-- EXERCISE MATERIALS --
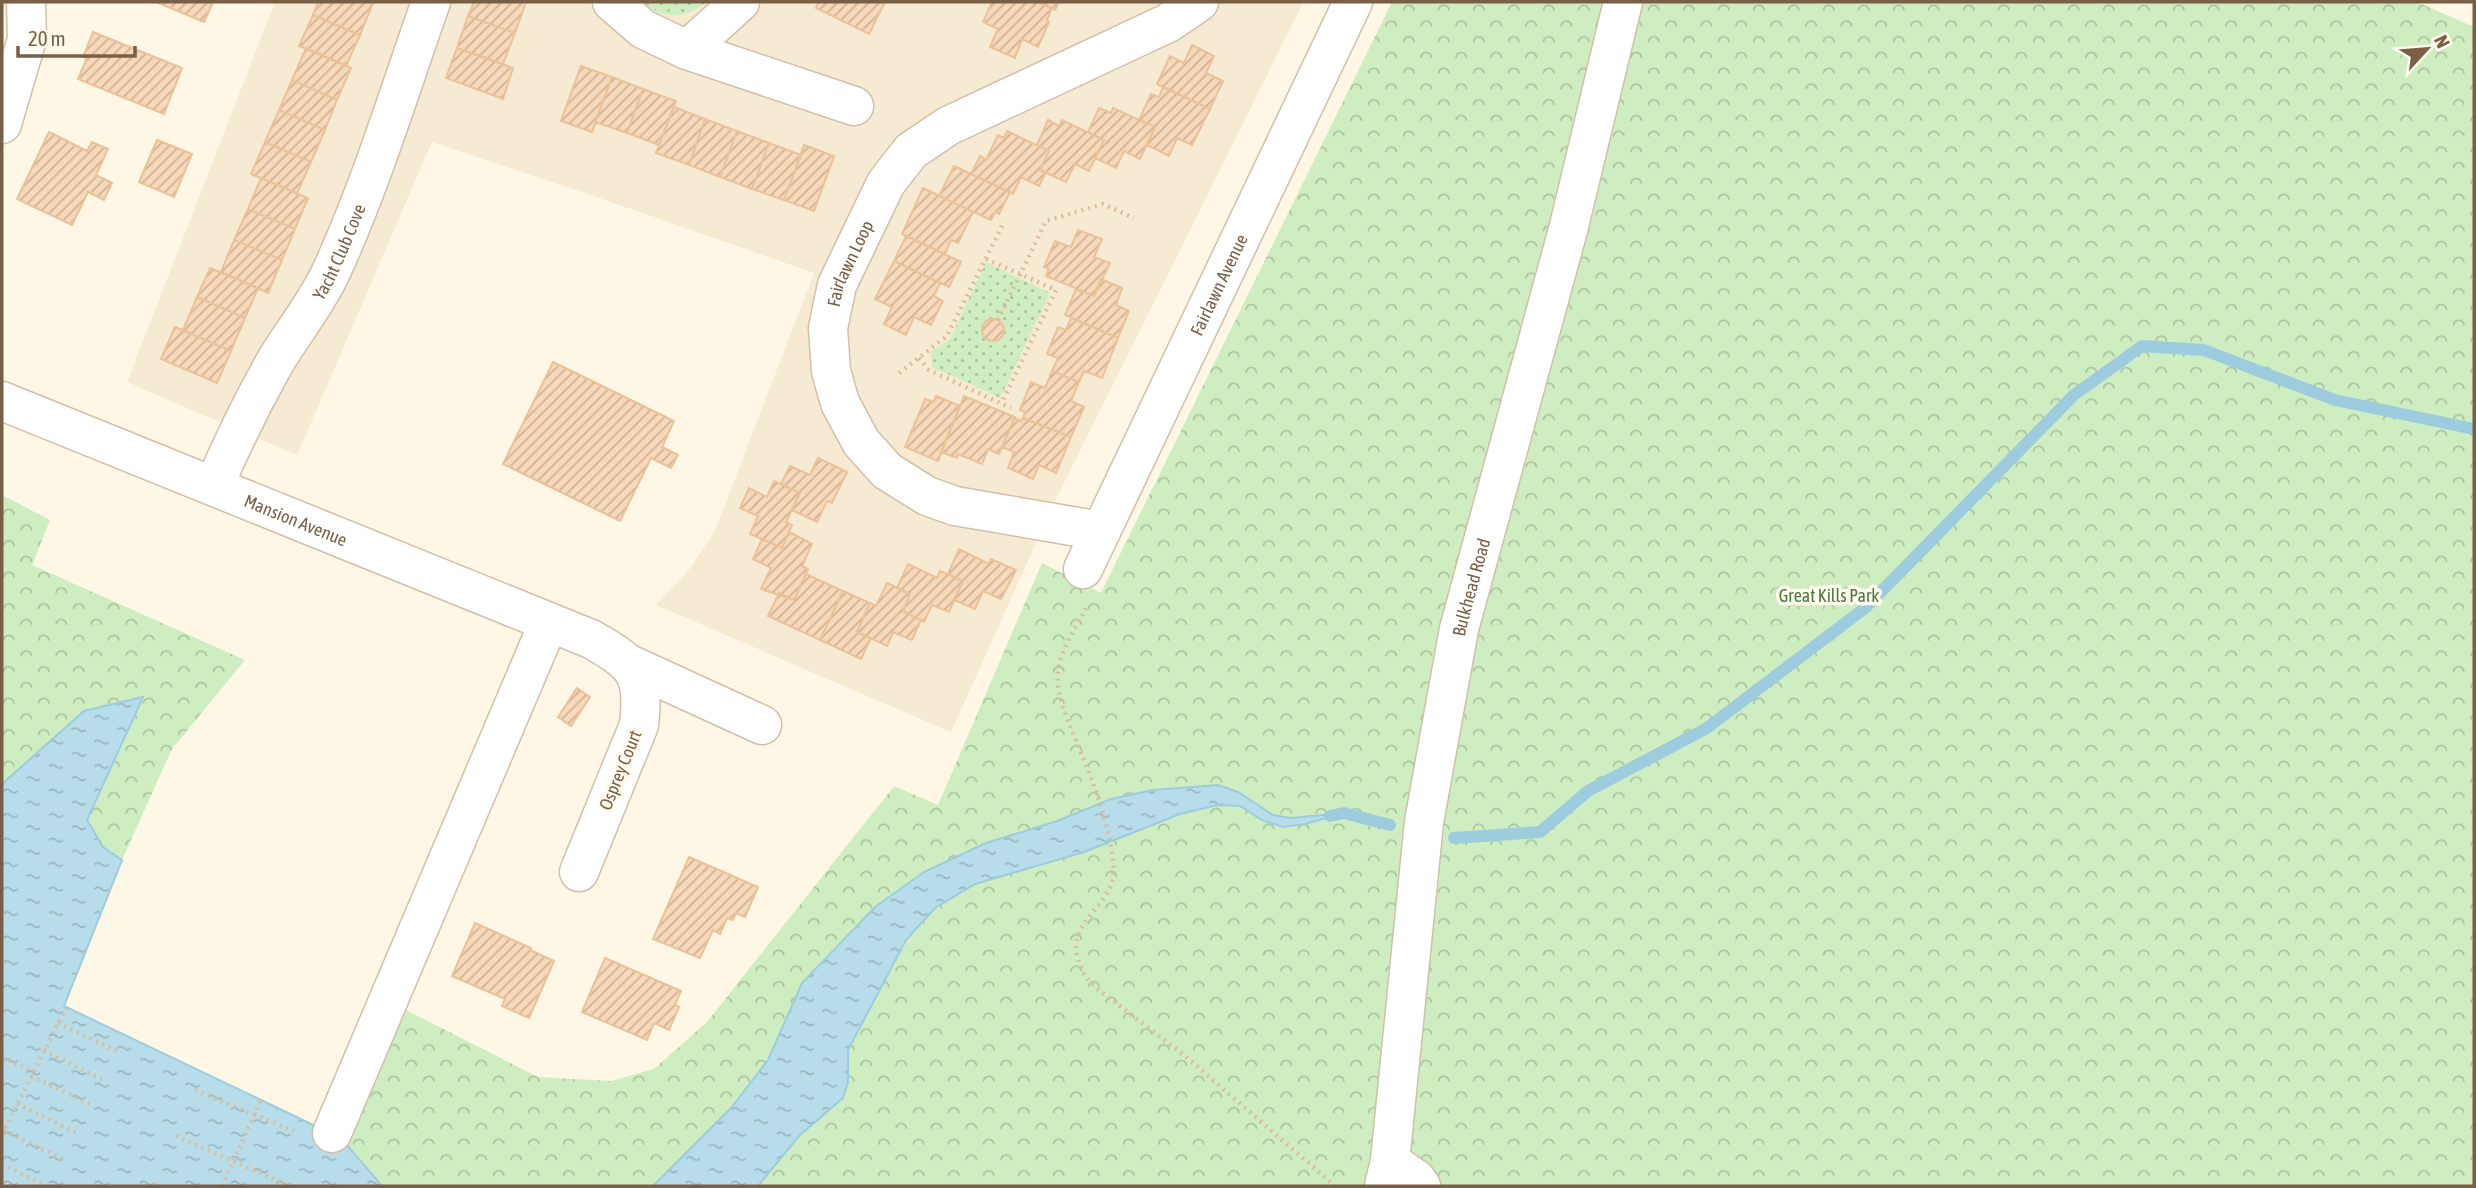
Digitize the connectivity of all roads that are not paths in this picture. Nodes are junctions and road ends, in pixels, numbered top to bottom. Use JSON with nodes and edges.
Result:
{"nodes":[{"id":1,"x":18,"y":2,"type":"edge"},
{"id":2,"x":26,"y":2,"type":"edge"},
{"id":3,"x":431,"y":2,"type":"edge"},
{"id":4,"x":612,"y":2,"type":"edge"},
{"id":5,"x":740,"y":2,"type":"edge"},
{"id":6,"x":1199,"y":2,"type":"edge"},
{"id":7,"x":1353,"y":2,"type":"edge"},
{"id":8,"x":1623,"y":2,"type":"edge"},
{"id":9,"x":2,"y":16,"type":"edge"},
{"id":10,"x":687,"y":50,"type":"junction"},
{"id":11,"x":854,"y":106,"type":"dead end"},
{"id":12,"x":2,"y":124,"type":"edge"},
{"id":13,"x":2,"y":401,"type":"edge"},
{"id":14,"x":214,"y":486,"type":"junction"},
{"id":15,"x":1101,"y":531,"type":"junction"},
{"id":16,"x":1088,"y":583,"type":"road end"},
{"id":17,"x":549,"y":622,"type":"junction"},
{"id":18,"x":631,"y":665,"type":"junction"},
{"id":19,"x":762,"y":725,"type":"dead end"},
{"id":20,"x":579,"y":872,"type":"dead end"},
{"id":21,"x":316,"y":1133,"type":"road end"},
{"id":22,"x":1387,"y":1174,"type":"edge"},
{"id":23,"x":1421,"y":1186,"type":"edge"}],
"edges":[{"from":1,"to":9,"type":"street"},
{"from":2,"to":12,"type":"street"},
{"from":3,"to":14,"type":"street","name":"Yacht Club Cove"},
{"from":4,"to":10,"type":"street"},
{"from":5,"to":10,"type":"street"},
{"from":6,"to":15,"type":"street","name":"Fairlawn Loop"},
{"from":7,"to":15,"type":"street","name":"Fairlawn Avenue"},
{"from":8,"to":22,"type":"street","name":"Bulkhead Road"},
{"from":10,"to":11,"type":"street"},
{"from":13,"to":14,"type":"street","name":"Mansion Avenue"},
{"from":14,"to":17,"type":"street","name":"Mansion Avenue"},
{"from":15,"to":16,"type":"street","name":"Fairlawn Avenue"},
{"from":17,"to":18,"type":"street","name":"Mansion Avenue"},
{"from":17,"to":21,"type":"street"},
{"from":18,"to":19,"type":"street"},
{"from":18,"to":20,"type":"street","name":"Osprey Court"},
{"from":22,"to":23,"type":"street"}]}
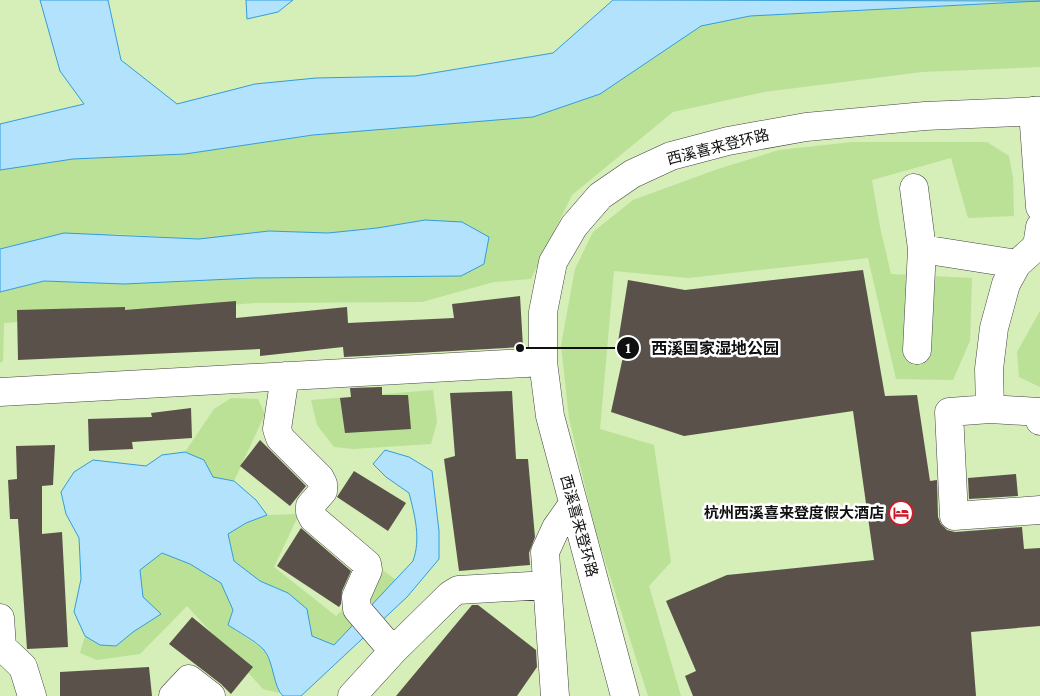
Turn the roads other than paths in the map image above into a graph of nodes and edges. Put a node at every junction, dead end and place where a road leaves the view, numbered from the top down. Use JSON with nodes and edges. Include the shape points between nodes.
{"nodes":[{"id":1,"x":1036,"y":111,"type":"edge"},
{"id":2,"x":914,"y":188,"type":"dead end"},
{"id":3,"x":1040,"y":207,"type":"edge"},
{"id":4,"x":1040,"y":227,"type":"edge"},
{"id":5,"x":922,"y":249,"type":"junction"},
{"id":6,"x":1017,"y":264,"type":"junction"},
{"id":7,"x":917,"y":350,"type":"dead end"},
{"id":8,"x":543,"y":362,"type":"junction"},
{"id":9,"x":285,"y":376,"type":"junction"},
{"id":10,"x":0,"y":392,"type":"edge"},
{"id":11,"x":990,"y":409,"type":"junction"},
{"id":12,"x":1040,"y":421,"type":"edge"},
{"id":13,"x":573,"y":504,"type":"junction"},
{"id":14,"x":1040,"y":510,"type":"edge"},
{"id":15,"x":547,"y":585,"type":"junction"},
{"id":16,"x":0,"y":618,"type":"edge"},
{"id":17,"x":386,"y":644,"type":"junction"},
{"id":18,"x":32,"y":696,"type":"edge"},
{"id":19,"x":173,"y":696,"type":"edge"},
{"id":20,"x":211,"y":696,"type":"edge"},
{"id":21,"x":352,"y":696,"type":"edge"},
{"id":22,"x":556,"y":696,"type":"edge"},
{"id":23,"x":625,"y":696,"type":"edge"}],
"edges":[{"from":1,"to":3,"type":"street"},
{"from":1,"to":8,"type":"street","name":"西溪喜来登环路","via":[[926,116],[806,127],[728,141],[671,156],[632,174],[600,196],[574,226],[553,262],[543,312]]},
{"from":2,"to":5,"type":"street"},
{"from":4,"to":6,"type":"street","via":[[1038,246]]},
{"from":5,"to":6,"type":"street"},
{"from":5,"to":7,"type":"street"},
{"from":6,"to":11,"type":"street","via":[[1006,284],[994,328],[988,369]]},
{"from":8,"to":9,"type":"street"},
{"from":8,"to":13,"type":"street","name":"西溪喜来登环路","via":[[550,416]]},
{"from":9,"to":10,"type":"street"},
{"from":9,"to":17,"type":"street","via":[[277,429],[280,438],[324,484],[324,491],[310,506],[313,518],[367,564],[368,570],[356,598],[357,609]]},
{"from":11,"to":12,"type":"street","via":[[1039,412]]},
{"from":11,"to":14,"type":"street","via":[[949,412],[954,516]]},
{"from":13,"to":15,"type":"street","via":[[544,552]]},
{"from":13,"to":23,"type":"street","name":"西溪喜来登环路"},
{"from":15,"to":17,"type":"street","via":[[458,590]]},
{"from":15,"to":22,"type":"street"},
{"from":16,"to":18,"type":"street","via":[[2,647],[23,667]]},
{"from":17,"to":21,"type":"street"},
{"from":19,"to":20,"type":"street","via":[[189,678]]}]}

-- TASK REQUIREMENTS --
Copy out, from the data above, each line where the string "numbered" is present.

-- COMPLETED EXERCISE --
Digitize the connectivity of all roads that are not paths in this picture. Nodes are junctions and road ends, in pixels, numbered top to bottom. Use JSON with nodes and edges.
Turn the roads other than paths in the map image above into a graph of nodes and edges. Put a node at every junction, dead end and place where a road leaves the view, numbered from the top down. Use JSON with nodes and edges. Include the shape points between nodes.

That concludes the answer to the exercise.